— REQUIRED ACTION —
An exact copy of all the entries is needed, with no images in it.

— DATA IN THIS EXERCISE —
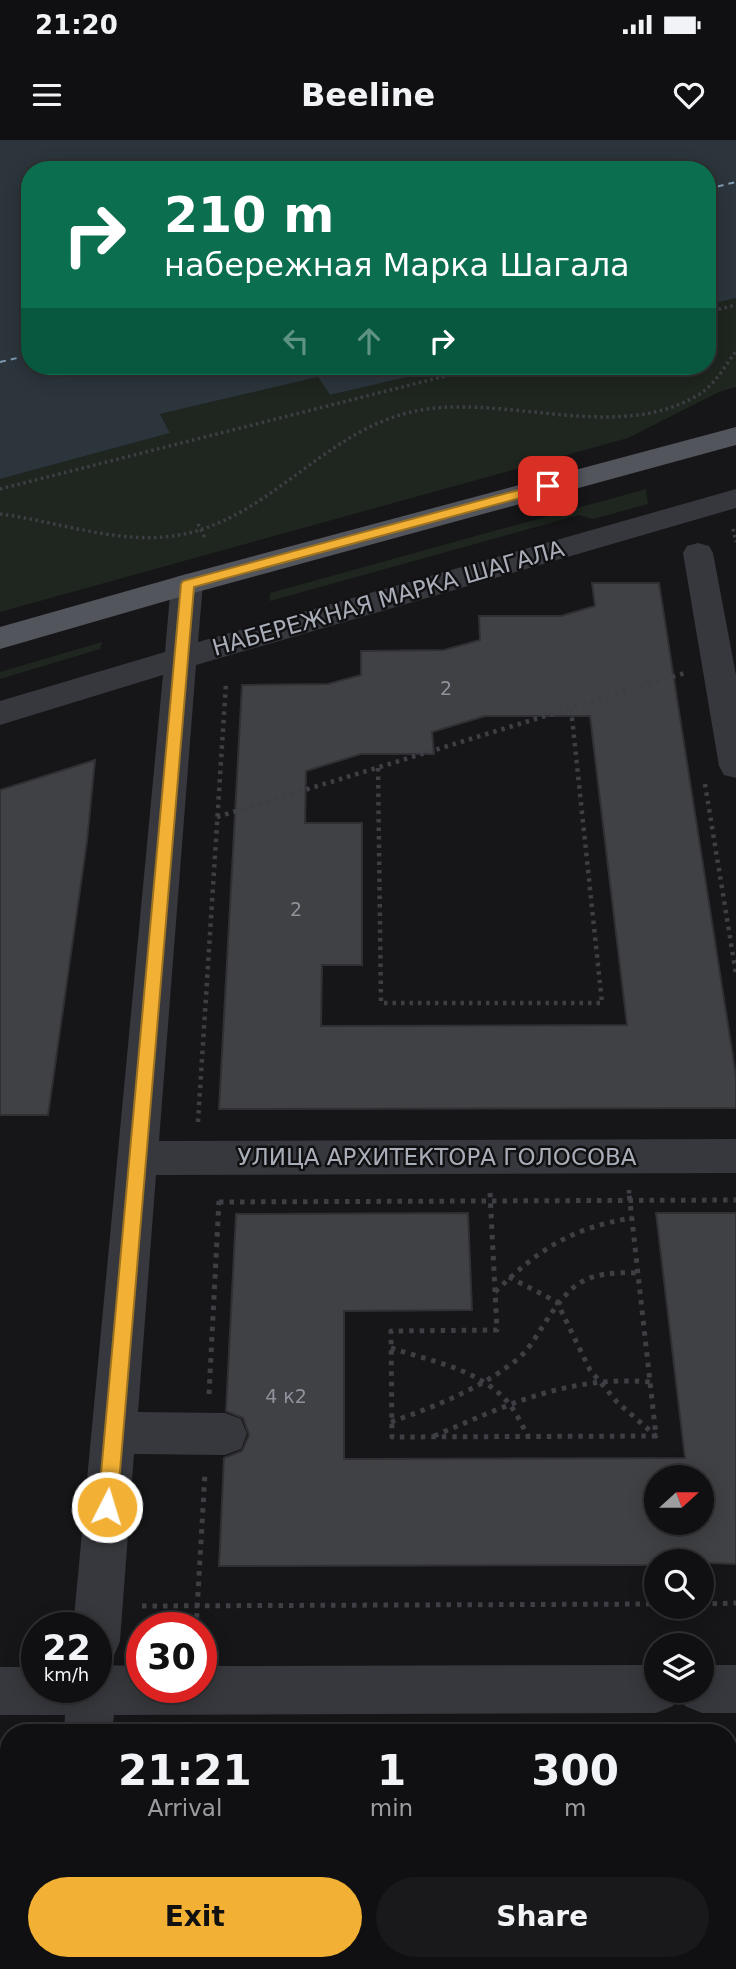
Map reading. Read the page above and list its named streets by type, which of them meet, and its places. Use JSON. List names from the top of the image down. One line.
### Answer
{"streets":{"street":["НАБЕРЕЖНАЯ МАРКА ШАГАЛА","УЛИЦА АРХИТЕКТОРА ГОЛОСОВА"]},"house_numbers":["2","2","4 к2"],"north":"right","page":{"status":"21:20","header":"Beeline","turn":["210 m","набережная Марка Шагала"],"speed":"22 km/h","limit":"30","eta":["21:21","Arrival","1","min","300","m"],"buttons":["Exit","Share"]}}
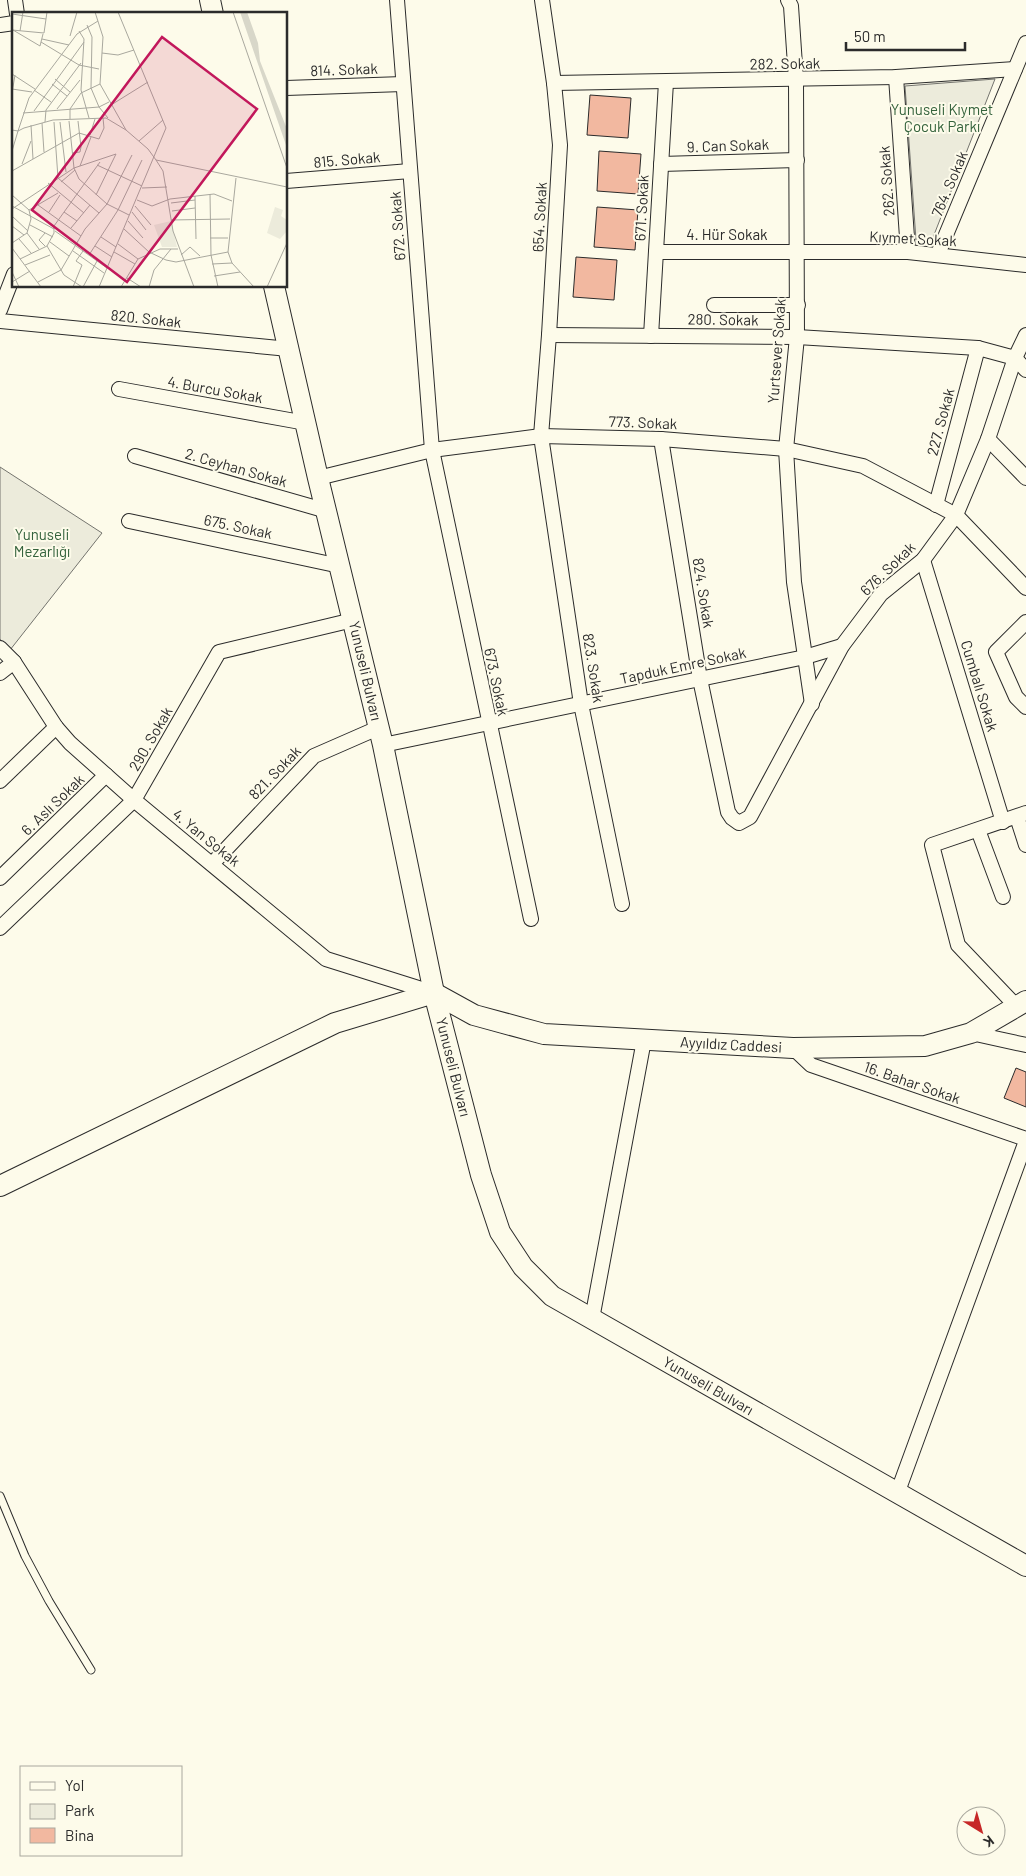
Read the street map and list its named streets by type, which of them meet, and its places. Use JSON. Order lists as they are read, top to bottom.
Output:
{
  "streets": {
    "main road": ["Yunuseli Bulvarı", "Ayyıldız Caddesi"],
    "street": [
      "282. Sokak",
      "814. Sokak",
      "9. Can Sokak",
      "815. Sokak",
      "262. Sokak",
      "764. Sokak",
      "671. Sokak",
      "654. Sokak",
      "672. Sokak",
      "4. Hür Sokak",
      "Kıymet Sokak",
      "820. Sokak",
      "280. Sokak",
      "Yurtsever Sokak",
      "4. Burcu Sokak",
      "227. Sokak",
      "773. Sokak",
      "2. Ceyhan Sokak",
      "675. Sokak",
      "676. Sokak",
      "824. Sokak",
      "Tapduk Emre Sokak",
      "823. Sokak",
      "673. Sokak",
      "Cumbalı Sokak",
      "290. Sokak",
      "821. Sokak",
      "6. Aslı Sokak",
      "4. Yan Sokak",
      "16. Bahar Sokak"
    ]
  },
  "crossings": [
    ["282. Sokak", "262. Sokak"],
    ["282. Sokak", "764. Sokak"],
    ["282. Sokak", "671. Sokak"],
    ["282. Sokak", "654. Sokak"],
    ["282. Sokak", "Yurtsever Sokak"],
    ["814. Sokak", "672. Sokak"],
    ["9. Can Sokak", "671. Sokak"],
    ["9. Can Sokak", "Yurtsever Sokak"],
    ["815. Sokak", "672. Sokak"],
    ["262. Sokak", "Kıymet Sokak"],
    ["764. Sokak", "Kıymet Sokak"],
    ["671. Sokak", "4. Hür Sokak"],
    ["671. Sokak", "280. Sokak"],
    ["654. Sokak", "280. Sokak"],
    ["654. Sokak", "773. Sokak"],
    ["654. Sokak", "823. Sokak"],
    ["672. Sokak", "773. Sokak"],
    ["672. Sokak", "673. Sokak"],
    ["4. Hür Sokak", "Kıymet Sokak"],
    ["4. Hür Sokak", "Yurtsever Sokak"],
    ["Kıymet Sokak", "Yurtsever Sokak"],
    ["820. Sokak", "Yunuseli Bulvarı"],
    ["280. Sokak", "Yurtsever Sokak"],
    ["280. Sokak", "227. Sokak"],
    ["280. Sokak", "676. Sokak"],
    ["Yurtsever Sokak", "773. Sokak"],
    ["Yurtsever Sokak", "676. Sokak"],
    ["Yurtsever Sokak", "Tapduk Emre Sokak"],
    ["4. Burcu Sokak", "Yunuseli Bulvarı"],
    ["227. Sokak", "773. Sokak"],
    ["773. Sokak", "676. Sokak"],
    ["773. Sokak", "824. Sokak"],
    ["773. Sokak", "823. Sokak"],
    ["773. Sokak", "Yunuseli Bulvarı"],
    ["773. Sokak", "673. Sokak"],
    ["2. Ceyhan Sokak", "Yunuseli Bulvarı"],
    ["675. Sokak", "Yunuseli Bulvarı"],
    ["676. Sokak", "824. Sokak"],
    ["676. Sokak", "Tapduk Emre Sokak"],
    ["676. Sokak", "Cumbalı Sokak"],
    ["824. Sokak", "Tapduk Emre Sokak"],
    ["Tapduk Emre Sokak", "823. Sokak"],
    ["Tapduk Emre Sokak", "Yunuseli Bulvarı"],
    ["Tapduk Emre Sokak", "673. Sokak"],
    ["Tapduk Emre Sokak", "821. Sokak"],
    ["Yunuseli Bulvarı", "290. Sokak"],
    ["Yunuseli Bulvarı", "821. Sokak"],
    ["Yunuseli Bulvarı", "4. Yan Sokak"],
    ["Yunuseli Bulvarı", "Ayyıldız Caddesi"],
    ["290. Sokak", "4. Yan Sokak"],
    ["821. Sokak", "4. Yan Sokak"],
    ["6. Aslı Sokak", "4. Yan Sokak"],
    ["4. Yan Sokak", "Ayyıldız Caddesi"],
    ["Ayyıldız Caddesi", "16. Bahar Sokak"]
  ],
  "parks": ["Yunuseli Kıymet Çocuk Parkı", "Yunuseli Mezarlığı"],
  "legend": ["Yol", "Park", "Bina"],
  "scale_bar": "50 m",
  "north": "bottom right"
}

— SOLVED PROBLEM —
Map reading. Read the page above and list its named streets by type, which of them meet, and its places. Use JSON. List names from the top of the image down. One line.
### Answer
{"streets":{"street":["НАБЕРЕЖНАЯ МАРКА ШАГАЛА","УЛИЦА АРХИТЕКТОРА ГОЛОСОВА"]},"house_numbers":["2","2","4 к2"],"north":"right","page":{"status":"21:20","header":"Beeline","turn":["210 m","набережная Марка Шагала"],"speed":"22 km/h","limit":"30","eta":["21:21","Arrival","1","min","300","m"],"buttons":["Exit","Share"]}}
Read the street map and list its named streets by type, which of them meet, and its places. Use JSON. Order lists as they are read, top to bottom.
Output:
{
  "streets": {
    "main road": ["Yunuseli Bulvarı", "Ayyıldız Caddesi"],
    "street": [
      "282. Sokak",
      "814. Sokak",
      "9. Can Sokak",
      "815. Sokak",
      "262. Sokak",
      "764. Sokak",
      "671. Sokak",
      "654. Sokak",
      "672. Sokak",
      "4. Hür Sokak",
      "Kıymet Sokak",
      "820. Sokak",
      "280. Sokak",
      "Yurtsever Sokak",
      "4. Burcu Sokak",
      "227. Sokak",
      "773. Sokak",
      "2. Ceyhan Sokak",
      "675. Sokak",
      "676. Sokak",
      "824. Sokak",
      "Tapduk Emre Sokak",
      "823. Sokak",
      "673. Sokak",
      "Cumbalı Sokak",
      "290. Sokak",
      "821. Sokak",
      "6. Aslı Sokak",
      "4. Yan Sokak",
      "16. Bahar Sokak"
    ]
  },
  "crossings": [
    ["282. Sokak", "262. Sokak"],
    ["282. Sokak", "764. Sokak"],
    ["282. Sokak", "671. Sokak"],
    ["282. Sokak", "654. Sokak"],
    ["282. Sokak", "Yurtsever Sokak"],
    ["814. Sokak", "672. Sokak"],
    ["9. Can Sokak", "671. Sokak"],
    ["9. Can Sokak", "Yurtsever Sokak"],
    ["815. Sokak", "672. Sokak"],
    ["262. Sokak", "Kıymet Sokak"],
    ["764. Sokak", "Kıymet Sokak"],
    ["671. Sokak", "4. Hür Sokak"],
    ["671. Sokak", "280. Sokak"],
    ["654. Sokak", "280. Sokak"],
    ["654. Sokak", "773. Sokak"],
    ["654. Sokak", "823. Sokak"],
    ["672. Sokak", "773. Sokak"],
    ["672. Sokak", "673. Sokak"],
    ["4. Hür Sokak", "Kıymet Sokak"],
    ["4. Hür Sokak", "Yurtsever Sokak"],
    ["Kıymet Sokak", "Yurtsever Sokak"],
    ["820. Sokak", "Yunuseli Bulvarı"],
    ["280. Sokak", "Yurtsever Sokak"],
    ["280. Sokak", "227. Sokak"],
    ["280. Sokak", "676. Sokak"],
    ["Yurtsever Sokak", "773. Sokak"],
    ["Yurtsever Sokak", "676. Sokak"],
    ["Yurtsever Sokak", "Tapduk Emre Sokak"],
    ["4. Burcu Sokak", "Yunuseli Bulvarı"],
    ["227. Sokak", "773. Sokak"],
    ["773. Sokak", "676. Sokak"],
    ["773. Sokak", "824. Sokak"],
    ["773. Sokak", "823. Sokak"],
    ["773. Sokak", "Yunuseli Bulvarı"],
    ["773. Sokak", "673. Sokak"],
    ["2. Ceyhan Sokak", "Yunuseli Bulvarı"],
    ["675. Sokak", "Yunuseli Bulvarı"],
    ["676. Sokak", "824. Sokak"],
    ["676. Sokak", "Tapduk Emre Sokak"],
    ["676. Sokak", "Cumbalı Sokak"],
    ["824. Sokak", "Tapduk Emre Sokak"],
    ["Tapduk Emre Sokak", "823. Sokak"],
    ["Tapduk Emre Sokak", "Yunuseli Bulvarı"],
    ["Tapduk Emre Sokak", "673. Sokak"],
    ["Tapduk Emre Sokak", "821. Sokak"],
    ["Yunuseli Bulvarı", "290. Sokak"],
    ["Yunuseli Bulvarı", "821. Sokak"],
    ["Yunuseli Bulvarı", "4. Yan Sokak"],
    ["Yunuseli Bulvarı", "Ayyıldız Caddesi"],
    ["290. Sokak", "4. Yan Sokak"],
    ["821. Sokak", "4. Yan Sokak"],
    ["6. Aslı Sokak", "4. Yan Sokak"],
    ["4. Yan Sokak", "Ayyıldız Caddesi"],
    ["Ayyıldız Caddesi", "16. Bahar Sokak"]
  ],
  "parks": ["Yunuseli Kıymet Çocuk Parkı", "Yunuseli Mezarlığı"],
  "legend": ["Yol", "Park", "Bina"],
  "scale_bar": "50 m",
  "north": "bottom right"
}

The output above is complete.